* [Exercise description]: The data must be returned exactly. No line may be left out.
[Information provided]
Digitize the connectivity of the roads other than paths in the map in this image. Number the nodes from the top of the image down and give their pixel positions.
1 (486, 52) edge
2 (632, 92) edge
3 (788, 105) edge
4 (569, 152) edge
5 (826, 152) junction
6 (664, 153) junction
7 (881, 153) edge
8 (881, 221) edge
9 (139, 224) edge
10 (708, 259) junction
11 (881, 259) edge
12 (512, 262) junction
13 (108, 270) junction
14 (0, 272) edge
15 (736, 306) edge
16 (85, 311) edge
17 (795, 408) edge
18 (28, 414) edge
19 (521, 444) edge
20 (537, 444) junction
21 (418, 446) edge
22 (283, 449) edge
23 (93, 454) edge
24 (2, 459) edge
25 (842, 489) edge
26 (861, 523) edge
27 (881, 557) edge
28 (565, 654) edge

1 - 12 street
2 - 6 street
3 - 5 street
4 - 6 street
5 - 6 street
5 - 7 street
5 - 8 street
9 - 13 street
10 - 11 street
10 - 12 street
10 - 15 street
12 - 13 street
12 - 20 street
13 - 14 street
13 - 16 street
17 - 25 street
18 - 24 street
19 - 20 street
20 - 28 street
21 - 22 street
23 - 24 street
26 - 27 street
[/Information provided]
* [Solution for this exercise]:
Digitize the connectivity of the roads other than paths in the map in this image. Number the nodes from the top of the image down and give their pixel positions.
1 (486, 52) edge
2 (632, 92) edge
3 (788, 105) edge
4 (569, 152) edge
5 (826, 152) junction
6 (664, 153) junction
7 (881, 153) edge
8 (881, 221) edge
9 (139, 224) edge
10 (708, 259) junction
11 (881, 259) edge
12 (512, 262) junction
13 (108, 270) junction
14 (0, 272) edge
15 (736, 306) edge
16 (85, 311) edge
17 (795, 408) edge
18 (28, 414) edge
19 (521, 444) edge
20 (537, 444) junction
21 (418, 446) edge
22 (283, 449) edge
23 (93, 454) edge
24 (2, 459) edge
25 (842, 489) edge
26 (861, 523) edge
27 (881, 557) edge
28 (565, 654) edge

1 - 12 street
2 - 6 street
3 - 5 street
4 - 6 street
5 - 6 street
5 - 7 street
5 - 8 street
9 - 13 street
10 - 11 street
10 - 12 street
10 - 15 street
12 - 13 street
12 - 20 street
13 - 14 street
13 - 16 street
17 - 25 street
18 - 24 street
19 - 20 street
20 - 28 street
21 - 22 street
23 - 24 street
26 - 27 street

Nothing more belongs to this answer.